Copy out the entries exactly, from the first line to the last.
══ Records supplied
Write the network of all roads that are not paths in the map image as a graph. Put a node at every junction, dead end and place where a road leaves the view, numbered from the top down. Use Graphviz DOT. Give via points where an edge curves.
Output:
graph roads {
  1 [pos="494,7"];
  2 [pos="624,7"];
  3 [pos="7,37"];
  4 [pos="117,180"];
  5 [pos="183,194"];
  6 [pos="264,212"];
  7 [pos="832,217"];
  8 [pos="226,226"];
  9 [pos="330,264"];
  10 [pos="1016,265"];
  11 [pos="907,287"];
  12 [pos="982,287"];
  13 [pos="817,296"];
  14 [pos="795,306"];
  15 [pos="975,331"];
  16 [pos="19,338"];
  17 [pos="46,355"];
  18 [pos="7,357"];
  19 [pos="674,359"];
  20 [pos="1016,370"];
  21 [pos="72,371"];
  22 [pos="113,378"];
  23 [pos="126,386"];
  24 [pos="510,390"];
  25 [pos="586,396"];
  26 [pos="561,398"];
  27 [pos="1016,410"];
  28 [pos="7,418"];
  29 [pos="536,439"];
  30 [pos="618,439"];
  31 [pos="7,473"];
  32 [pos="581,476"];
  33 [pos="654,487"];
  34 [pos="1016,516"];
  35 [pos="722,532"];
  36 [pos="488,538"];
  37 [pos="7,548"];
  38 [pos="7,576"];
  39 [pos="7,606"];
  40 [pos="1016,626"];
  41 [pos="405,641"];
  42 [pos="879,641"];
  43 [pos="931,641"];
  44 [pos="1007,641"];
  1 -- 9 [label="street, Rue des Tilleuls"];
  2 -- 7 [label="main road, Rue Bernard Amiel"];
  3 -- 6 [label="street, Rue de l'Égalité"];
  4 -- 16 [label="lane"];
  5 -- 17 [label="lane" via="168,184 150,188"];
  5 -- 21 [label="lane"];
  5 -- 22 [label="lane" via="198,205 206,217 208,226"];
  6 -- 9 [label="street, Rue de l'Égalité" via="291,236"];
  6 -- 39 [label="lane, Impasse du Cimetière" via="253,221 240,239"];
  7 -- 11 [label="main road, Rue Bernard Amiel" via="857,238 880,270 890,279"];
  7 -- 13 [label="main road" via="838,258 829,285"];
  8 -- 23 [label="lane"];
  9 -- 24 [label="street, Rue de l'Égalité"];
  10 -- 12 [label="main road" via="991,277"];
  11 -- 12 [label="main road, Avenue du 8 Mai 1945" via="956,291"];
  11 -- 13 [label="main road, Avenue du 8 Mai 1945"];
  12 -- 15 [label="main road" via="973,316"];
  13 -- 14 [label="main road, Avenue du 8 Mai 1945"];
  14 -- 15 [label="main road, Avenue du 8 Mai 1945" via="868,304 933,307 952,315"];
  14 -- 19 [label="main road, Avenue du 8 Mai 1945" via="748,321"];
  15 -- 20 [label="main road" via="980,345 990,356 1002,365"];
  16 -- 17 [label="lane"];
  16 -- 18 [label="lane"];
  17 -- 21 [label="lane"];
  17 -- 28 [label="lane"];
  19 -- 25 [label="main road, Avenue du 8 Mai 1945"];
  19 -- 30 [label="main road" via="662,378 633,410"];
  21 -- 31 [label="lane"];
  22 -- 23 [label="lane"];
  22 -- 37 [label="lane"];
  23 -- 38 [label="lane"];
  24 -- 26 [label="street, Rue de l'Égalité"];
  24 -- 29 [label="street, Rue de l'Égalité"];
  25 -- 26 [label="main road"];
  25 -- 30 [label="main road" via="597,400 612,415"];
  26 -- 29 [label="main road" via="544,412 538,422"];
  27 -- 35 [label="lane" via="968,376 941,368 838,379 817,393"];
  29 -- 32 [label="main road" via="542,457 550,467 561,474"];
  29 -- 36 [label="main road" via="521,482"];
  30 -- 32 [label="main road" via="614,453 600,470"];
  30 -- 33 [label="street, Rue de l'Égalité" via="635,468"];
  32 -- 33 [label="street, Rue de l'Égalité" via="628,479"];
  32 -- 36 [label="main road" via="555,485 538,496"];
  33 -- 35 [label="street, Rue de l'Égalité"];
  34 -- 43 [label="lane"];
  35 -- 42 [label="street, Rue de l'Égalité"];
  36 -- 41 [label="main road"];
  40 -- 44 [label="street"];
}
════
→ Response:
Write the network of all roads that are not paths in the map image as a graph. Put a node at every junction, dead end and place where a road leaves the view, numbered from the top down. Use Graphviz DOT. Give via points where an edge curves.
Output:
graph roads {
  1 [pos="494,7"];
  2 [pos="624,7"];
  3 [pos="7,37"];
  4 [pos="117,180"];
  5 [pos="183,194"];
  6 [pos="264,212"];
  7 [pos="832,217"];
  8 [pos="226,226"];
  9 [pos="330,264"];
  10 [pos="1016,265"];
  11 [pos="907,287"];
  12 [pos="982,287"];
  13 [pos="817,296"];
  14 [pos="795,306"];
  15 [pos="975,331"];
  16 [pos="19,338"];
  17 [pos="46,355"];
  18 [pos="7,357"];
  19 [pos="674,359"];
  20 [pos="1016,370"];
  21 [pos="72,371"];
  22 [pos="113,378"];
  23 [pos="126,386"];
  24 [pos="510,390"];
  25 [pos="586,396"];
  26 [pos="561,398"];
  27 [pos="1016,410"];
  28 [pos="7,418"];
  29 [pos="536,439"];
  30 [pos="618,439"];
  31 [pos="7,473"];
  32 [pos="581,476"];
  33 [pos="654,487"];
  34 [pos="1016,516"];
  35 [pos="722,532"];
  36 [pos="488,538"];
  37 [pos="7,548"];
  38 [pos="7,576"];
  39 [pos="7,606"];
  40 [pos="1016,626"];
  41 [pos="405,641"];
  42 [pos="879,641"];
  43 [pos="931,641"];
  44 [pos="1007,641"];
  1 -- 9 [label="street, Rue des Tilleuls"];
  2 -- 7 [label="main road, Rue Bernard Amiel"];
  3 -- 6 [label="street, Rue de l'Égalité"];
  4 -- 16 [label="lane"];
  5 -- 17 [label="lane" via="168,184 150,188"];
  5 -- 21 [label="lane"];
  5 -- 22 [label="lane" via="198,205 206,217 208,226"];
  6 -- 9 [label="street, Rue de l'Égalité" via="291,236"];
  6 -- 39 [label="lane, Impasse du Cimetière" via="253,221 240,239"];
  7 -- 11 [label="main road, Rue Bernard Amiel" via="857,238 880,270 890,279"];
  7 -- 13 [label="main road" via="838,258 829,285"];
  8 -- 23 [label="lane"];
  9 -- 24 [label="street, Rue de l'Égalité"];
  10 -- 12 [label="main road" via="991,277"];
  11 -- 12 [label="main road, Avenue du 8 Mai 1945" via="956,291"];
  11 -- 13 [label="main road, Avenue du 8 Mai 1945"];
  12 -- 15 [label="main road" via="973,316"];
  13 -- 14 [label="main road, Avenue du 8 Mai 1945"];
  14 -- 15 [label="main road, Avenue du 8 Mai 1945" via="868,304 933,307 952,315"];
  14 -- 19 [label="main road, Avenue du 8 Mai 1945" via="748,321"];
  15 -- 20 [label="main road" via="980,345 990,356 1002,365"];
  16 -- 17 [label="lane"];
  16 -- 18 [label="lane"];
  17 -- 21 [label="lane"];
  17 -- 28 [label="lane"];
  19 -- 25 [label="main road, Avenue du 8 Mai 1945"];
  19 -- 30 [label="main road" via="662,378 633,410"];
  21 -- 31 [label="lane"];
  22 -- 23 [label="lane"];
  22 -- 37 [label="lane"];
  23 -- 38 [label="lane"];
  24 -- 26 [label="street, Rue de l'Égalité"];
  24 -- 29 [label="street, Rue de l'Égalité"];
  25 -- 26 [label="main road"];
  25 -- 30 [label="main road" via="597,400 612,415"];
  26 -- 29 [label="main road" via="544,412 538,422"];
  27 -- 35 [label="lane" via="968,376 941,368 838,379 817,393"];
  29 -- 32 [label="main road" via="542,457 550,467 561,474"];
  29 -- 36 [label="main road" via="521,482"];
  30 -- 32 [label="main road" via="614,453 600,470"];
  30 -- 33 [label="street, Rue de l'Égalité" via="635,468"];
  32 -- 33 [label="street, Rue de l'Égalité" via="628,479"];
  32 -- 36 [label="main road" via="555,485 538,496"];
  33 -- 35 [label="street, Rue de l'Égalité"];
  34 -- 43 [label="lane"];
  35 -- 42 [label="street, Rue de l'Égalité"];
  36 -- 41 [label="main road"];
  40 -- 44 [label="street"];
}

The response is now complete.